== Segment start ==

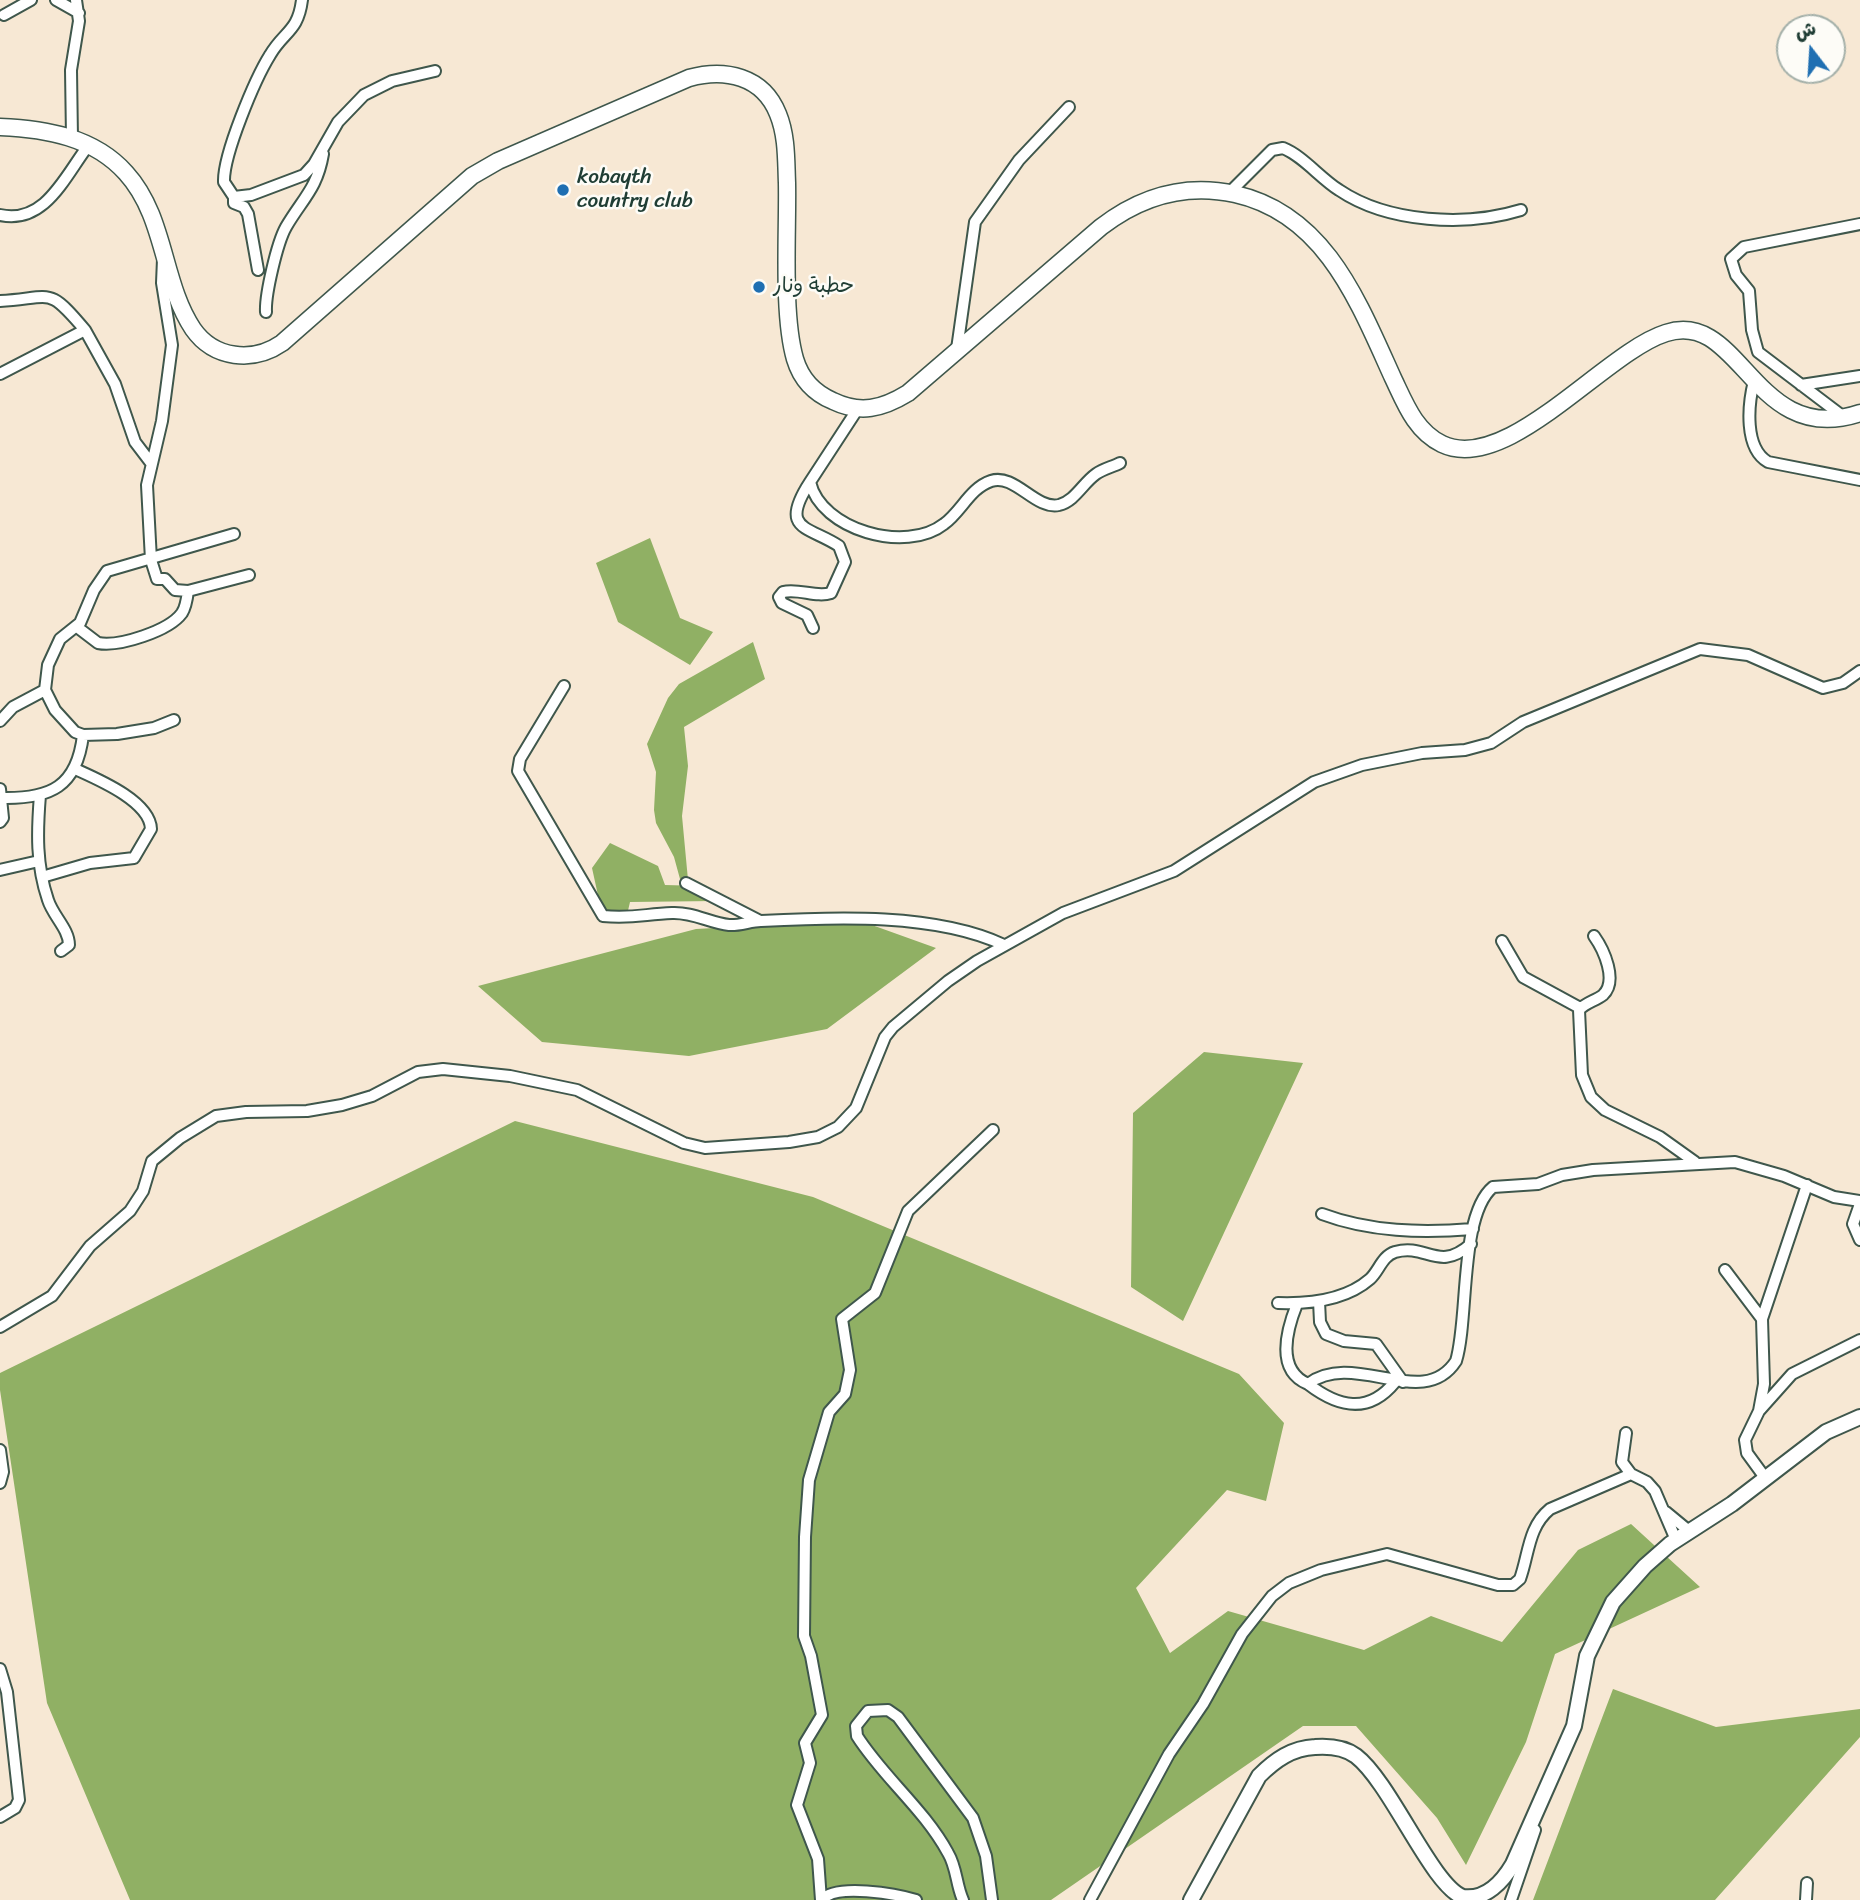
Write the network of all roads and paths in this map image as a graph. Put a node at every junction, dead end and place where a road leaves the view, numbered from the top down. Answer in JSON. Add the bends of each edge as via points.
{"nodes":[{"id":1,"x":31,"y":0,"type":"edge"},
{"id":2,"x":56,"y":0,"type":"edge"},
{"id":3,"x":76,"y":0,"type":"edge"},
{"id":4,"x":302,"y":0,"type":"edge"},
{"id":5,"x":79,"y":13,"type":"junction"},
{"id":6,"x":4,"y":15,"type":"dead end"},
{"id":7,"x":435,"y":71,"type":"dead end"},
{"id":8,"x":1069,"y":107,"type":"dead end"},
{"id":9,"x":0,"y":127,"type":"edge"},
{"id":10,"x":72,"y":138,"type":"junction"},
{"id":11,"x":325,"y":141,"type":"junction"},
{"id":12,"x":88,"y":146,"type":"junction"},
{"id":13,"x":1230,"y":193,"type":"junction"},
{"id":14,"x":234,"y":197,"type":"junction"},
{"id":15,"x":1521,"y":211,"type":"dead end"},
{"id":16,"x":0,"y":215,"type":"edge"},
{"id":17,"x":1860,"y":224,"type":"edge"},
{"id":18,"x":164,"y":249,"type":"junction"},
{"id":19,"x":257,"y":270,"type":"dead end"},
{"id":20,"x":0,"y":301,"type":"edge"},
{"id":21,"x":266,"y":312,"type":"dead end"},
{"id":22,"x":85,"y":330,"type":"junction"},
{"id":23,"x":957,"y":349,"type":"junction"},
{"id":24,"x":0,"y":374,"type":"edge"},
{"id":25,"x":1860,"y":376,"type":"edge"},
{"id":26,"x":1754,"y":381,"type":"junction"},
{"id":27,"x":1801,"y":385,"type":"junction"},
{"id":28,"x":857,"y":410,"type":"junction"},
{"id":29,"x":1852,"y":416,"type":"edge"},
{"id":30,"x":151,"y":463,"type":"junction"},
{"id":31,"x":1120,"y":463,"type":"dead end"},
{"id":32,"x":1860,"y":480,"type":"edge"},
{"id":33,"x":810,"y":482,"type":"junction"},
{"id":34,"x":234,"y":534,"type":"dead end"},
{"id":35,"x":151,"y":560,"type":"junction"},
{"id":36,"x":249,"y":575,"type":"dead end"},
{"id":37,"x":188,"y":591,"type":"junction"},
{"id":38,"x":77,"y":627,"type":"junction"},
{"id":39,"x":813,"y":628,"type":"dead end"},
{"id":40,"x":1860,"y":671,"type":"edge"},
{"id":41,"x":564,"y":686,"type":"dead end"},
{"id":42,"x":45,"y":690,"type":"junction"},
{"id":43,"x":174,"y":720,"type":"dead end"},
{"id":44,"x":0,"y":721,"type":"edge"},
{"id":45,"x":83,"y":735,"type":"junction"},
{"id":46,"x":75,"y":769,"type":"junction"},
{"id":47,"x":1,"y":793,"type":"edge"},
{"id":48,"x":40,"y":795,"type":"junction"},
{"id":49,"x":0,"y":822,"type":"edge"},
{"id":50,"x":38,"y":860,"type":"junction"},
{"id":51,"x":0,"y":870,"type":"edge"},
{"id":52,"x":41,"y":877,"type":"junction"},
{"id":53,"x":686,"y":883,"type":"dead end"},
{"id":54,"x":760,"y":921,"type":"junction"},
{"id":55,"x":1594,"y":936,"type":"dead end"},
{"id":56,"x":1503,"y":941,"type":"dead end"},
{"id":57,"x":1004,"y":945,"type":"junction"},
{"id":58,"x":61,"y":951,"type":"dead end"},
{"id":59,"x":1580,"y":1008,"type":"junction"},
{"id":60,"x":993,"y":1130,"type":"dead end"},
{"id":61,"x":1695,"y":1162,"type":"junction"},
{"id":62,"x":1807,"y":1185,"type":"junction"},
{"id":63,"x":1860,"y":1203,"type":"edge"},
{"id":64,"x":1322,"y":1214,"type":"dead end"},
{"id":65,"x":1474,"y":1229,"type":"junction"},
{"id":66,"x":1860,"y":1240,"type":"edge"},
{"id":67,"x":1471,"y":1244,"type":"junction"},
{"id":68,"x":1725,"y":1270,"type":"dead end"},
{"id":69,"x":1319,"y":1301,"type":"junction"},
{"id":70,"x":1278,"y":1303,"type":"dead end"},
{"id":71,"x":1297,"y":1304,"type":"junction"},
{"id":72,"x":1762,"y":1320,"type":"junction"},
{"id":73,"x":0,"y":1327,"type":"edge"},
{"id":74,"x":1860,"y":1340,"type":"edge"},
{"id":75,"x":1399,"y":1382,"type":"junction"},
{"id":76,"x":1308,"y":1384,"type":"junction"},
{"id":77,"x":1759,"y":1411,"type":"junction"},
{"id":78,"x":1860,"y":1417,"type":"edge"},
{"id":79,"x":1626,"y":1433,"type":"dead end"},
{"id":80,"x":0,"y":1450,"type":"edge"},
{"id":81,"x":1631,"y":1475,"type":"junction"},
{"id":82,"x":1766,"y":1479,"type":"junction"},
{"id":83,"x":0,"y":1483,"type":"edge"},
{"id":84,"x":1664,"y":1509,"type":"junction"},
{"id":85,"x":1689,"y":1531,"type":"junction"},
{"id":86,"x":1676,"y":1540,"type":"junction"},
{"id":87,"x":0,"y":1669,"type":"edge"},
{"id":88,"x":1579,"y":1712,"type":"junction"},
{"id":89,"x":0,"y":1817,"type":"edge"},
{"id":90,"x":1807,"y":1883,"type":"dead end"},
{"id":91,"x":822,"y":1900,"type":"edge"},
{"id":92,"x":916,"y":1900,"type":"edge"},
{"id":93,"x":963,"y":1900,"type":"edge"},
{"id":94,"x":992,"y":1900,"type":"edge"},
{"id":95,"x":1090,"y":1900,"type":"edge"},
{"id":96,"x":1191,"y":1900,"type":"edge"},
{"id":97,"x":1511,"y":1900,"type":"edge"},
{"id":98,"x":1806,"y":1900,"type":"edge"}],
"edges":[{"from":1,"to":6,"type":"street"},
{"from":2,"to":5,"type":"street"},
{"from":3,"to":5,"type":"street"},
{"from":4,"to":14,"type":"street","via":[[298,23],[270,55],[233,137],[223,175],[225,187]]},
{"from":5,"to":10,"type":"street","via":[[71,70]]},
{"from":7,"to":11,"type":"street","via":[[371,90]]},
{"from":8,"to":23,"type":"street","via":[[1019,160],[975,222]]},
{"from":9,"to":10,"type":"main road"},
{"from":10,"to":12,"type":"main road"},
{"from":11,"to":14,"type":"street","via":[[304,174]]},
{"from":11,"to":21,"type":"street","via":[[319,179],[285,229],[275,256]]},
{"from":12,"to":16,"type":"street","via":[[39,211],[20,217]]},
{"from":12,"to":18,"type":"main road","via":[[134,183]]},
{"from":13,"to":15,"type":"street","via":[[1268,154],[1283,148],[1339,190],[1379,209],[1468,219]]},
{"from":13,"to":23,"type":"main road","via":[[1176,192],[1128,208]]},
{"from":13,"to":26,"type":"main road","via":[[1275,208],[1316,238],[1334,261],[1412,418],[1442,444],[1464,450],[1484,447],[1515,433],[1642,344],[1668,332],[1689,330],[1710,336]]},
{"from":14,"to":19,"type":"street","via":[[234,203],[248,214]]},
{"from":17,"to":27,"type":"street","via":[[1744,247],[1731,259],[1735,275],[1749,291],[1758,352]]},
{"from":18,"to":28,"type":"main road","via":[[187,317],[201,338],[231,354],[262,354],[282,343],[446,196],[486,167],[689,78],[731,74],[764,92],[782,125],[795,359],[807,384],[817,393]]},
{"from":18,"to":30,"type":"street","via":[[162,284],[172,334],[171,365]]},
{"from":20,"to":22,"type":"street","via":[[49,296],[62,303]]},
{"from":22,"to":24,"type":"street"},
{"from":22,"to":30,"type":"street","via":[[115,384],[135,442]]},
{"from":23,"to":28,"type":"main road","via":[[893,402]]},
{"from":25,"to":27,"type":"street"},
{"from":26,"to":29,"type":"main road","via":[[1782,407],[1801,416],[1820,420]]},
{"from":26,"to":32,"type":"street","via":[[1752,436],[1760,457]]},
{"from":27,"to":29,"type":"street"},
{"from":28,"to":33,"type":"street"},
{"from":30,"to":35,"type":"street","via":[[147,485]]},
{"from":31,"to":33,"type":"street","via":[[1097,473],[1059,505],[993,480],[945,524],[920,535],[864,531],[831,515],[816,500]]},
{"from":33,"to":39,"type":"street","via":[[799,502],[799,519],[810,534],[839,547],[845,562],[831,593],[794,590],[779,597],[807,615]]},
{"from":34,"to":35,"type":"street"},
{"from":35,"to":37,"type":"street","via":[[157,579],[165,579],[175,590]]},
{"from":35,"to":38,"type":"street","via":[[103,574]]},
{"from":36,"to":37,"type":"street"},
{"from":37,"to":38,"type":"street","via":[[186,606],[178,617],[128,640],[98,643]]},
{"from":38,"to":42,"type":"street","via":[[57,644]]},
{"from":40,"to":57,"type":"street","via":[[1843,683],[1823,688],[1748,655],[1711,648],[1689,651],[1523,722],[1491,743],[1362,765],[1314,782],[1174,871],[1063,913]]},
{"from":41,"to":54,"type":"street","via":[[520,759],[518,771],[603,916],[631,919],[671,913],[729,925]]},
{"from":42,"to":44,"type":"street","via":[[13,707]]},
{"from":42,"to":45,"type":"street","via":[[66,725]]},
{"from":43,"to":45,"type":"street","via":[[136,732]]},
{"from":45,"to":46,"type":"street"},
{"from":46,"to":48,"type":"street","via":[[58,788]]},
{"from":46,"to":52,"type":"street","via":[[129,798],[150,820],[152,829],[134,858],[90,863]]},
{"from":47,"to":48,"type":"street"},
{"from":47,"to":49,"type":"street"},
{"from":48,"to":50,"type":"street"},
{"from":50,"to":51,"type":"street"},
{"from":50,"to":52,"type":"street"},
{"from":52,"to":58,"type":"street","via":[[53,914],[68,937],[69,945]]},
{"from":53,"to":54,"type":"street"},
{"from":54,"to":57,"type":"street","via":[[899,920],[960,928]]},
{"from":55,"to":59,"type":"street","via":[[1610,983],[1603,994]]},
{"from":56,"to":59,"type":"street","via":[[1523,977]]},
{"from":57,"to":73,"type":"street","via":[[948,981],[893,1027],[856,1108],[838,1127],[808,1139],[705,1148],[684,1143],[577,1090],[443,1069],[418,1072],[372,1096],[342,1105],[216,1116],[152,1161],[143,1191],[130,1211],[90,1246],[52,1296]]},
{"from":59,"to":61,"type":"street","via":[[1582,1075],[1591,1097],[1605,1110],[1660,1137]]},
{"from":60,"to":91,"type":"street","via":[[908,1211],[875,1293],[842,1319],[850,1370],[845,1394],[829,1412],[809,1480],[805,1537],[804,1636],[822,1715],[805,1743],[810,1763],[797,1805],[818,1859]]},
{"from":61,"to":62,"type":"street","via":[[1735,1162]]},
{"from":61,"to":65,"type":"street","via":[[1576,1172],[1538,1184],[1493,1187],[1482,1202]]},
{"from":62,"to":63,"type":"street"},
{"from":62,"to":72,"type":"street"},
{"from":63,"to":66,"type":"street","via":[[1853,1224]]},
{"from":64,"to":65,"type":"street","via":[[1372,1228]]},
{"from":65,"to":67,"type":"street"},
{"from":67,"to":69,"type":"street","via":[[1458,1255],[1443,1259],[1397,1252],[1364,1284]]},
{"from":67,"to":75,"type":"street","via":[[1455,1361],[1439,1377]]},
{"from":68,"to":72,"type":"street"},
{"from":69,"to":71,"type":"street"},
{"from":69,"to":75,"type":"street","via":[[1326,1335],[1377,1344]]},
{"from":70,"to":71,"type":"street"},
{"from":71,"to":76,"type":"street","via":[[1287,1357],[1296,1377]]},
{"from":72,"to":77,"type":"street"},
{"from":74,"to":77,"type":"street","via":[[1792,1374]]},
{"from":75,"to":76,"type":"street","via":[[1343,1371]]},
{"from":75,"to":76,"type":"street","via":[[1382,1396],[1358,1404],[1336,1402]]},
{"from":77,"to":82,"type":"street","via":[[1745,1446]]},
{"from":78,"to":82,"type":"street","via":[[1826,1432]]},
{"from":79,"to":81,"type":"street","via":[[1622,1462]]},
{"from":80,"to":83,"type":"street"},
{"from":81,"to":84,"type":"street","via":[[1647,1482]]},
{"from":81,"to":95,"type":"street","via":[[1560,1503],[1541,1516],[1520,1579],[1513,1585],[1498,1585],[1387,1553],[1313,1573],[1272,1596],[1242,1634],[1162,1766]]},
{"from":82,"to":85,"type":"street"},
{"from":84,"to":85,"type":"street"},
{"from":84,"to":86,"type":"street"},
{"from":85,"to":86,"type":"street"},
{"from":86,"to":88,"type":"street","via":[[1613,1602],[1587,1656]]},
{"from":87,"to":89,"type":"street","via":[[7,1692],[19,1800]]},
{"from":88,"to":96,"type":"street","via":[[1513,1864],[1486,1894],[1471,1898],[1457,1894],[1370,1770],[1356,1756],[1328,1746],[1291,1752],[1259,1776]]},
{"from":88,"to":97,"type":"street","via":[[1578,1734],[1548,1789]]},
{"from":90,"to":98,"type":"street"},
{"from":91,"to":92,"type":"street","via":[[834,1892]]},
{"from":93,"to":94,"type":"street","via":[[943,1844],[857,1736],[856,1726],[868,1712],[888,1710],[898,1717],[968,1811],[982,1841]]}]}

== Segment end ==

Answer with a number alone: how many lines of the listing above include the string "main"?

■ ANSWER BOX:
8